R is a popular statistics program that you can download for free.
R is recommended for use with these lessons. Some people say that R is difficult. I do not think that is correct. You can do simple things very easily with R. Of course, if you want to do complicated things, it takes some skills, but that is true for all statistics software.
What is special about R?
R commands are entered on a command line. That means, you type the commands in on the keyboard, and when you do so, you will see what you type on the screen. Only after you press the enter key, the line will be processed by R.
You can do this in different programmes. If you are new to R, I strongly recommend the (free) RStudio, which helps you with finding help, it helps you with writing R commands the correct way, etc.

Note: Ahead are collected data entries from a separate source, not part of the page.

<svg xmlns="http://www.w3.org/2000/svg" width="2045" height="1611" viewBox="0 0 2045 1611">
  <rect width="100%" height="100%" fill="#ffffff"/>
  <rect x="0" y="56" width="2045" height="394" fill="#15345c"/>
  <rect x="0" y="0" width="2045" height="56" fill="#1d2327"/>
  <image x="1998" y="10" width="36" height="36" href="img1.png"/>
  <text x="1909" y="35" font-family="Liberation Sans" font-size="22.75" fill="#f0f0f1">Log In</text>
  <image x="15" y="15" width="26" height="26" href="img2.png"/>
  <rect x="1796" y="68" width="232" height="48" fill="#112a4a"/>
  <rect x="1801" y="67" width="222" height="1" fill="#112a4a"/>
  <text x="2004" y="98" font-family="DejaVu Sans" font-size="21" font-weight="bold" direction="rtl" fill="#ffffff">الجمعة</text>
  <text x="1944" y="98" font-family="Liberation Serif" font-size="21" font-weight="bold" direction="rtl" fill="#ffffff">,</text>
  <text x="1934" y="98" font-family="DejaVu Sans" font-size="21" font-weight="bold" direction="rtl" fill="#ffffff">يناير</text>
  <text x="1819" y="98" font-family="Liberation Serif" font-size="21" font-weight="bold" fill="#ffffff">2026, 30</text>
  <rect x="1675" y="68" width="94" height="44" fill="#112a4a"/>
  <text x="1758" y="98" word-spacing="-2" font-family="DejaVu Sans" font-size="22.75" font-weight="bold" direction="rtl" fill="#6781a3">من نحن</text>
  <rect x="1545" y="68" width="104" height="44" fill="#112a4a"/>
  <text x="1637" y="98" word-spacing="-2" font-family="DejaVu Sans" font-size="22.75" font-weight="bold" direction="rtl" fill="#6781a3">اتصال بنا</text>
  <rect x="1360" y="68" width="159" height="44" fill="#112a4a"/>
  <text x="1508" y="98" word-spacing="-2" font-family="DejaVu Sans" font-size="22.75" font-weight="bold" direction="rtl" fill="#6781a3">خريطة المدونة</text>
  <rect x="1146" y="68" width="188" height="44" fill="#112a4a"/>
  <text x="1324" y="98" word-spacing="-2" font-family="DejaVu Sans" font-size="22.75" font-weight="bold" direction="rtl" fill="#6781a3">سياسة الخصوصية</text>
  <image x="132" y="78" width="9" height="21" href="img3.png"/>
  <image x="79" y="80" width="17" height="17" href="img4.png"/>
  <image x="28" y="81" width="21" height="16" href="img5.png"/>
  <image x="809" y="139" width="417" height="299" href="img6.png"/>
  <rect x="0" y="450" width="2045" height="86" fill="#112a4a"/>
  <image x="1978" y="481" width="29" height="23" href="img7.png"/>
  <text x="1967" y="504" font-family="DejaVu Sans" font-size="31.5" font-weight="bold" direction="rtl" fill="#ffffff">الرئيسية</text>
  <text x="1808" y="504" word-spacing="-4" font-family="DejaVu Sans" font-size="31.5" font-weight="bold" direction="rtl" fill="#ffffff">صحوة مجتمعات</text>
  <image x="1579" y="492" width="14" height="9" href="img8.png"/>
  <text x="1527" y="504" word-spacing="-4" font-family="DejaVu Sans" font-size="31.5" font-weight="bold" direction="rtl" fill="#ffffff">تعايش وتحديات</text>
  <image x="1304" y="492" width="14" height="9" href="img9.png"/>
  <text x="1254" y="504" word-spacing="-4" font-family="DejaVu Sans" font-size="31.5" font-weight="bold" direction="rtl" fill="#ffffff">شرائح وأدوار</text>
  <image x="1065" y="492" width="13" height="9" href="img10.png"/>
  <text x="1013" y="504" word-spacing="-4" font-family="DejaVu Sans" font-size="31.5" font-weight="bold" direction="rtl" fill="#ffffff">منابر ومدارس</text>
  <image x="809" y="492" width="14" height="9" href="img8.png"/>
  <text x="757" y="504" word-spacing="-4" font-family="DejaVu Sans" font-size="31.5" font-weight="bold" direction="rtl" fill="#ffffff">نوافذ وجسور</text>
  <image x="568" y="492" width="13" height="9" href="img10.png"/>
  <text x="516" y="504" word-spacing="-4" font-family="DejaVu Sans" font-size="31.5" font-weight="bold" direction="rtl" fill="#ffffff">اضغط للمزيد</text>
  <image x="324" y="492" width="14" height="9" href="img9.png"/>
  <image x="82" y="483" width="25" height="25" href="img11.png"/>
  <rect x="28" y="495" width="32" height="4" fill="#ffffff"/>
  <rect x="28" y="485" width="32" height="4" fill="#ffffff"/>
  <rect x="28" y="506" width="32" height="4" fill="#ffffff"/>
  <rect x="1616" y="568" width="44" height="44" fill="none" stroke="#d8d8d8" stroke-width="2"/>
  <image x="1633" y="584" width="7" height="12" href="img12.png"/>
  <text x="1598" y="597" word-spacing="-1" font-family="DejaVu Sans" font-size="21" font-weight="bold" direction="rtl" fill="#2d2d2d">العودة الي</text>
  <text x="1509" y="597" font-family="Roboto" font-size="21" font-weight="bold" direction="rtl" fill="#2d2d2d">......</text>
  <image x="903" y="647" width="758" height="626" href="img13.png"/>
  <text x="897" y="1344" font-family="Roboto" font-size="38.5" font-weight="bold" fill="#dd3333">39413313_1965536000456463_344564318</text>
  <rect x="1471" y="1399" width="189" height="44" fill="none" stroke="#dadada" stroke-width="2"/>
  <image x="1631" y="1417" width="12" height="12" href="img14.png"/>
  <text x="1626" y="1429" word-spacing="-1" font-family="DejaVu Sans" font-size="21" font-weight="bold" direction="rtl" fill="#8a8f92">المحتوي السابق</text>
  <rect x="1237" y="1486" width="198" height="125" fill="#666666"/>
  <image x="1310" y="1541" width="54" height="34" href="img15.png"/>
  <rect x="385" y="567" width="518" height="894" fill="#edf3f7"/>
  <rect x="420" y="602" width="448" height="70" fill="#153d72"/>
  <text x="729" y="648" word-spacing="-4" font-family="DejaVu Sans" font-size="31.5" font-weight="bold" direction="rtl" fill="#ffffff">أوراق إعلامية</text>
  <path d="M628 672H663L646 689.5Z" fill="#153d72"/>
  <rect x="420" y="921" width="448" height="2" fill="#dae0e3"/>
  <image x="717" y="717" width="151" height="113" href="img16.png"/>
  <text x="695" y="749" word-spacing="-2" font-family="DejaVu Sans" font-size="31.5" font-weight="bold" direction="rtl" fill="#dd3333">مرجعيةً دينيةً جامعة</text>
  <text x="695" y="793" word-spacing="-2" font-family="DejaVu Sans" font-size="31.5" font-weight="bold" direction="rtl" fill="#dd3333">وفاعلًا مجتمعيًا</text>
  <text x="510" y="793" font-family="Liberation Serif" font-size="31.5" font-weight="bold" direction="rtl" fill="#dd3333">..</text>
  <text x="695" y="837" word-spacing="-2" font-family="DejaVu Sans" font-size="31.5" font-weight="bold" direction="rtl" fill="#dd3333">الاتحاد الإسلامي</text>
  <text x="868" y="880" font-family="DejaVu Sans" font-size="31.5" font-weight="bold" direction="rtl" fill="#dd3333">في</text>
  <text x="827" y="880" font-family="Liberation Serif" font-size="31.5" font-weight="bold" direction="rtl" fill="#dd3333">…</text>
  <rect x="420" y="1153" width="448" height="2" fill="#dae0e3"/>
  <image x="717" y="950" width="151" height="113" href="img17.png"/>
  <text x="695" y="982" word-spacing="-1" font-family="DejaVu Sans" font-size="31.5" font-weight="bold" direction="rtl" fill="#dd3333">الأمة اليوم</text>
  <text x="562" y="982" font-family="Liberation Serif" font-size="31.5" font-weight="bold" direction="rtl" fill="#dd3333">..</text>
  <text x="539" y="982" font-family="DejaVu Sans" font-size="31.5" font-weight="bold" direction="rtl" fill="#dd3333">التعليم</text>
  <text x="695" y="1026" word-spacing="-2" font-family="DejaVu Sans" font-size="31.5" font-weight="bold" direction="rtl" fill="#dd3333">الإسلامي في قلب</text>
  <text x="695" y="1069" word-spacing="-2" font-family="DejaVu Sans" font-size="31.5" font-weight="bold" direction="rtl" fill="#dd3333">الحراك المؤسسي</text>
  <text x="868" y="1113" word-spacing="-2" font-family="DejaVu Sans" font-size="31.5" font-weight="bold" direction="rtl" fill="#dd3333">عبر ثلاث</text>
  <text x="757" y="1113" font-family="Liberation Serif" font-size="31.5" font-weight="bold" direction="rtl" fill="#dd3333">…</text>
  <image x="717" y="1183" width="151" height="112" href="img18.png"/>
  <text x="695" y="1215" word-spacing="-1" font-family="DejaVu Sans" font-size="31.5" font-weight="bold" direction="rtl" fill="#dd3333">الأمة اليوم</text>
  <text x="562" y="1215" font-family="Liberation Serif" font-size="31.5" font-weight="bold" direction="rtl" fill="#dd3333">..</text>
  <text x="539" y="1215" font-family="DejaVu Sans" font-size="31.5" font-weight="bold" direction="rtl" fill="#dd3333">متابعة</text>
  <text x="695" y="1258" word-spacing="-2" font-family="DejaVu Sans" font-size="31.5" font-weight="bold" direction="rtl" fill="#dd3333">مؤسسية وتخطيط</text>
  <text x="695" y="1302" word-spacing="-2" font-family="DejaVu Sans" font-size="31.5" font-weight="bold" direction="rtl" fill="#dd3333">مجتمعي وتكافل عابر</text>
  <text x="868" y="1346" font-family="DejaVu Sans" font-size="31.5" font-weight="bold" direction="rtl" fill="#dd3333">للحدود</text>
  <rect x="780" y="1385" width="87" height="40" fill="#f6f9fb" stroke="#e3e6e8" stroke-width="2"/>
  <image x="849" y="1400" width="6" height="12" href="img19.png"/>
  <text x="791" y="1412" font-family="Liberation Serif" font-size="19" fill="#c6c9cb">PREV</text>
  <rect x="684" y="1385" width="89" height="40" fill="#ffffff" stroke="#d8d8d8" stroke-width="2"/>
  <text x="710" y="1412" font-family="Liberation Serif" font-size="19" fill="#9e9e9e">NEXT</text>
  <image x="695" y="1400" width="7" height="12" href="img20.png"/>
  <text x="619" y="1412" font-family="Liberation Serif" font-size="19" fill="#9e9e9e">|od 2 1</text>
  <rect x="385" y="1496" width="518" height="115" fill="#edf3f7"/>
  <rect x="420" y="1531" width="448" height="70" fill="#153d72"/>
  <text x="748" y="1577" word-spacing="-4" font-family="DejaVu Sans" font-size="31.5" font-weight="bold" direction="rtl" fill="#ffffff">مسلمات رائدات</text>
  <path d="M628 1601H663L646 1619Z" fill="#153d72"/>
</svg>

RStudio is a brilliant piece of software, and probably the best R interface.
How to get R
|Linux users can, of course, install RStudio via their standard software manager.|
Running R from within Emacs
Normally, you just start R like you would start other programmes. For most people, this means clicking on the program Icon.
Command line prompt
For the rest of this lesson, it is assumed that you have installed R successfully and that you know how to start it.
When you start up R, you will see the command line prompt.
Every time you want to do something, you need to type it on the command line and then press enter. Then, the resulting output will be shown. An example of this is shown below (note that this is this time not using RStudio):
Let us just go through what you see in the above image. You see two windows. The left window is the window with the prompt. You see the commands that I typed.
x=10 just means that I want a variable called x, and that I want that that variable has the value 10
x just asks R to show me the value of x. The next line is the output. The  just means that x contains one level of data, and this information can just be ignored (but might be useful in special situations, which are irrelevant for now).
y=5 just means that I want another variable, now called y, and I want it to contain the value 5. When I type just y, I will get its value.
z=x+y asks R to create a variable z. I ask to add the values of x and y and put the resulting value, which is of course 15, into z. If I type just z, I get the value.
numbersequence=c(1,4,6) asks R to create a new variable called numbersequence. Instead of putting just one value in it, I ask to put a vector of 3 values in it. Any sequence of numbers or other information is known as a vector. The c is the concatenation function. Thus c(1,4,6) asks to create a vector of numbers, and put them in the new variable.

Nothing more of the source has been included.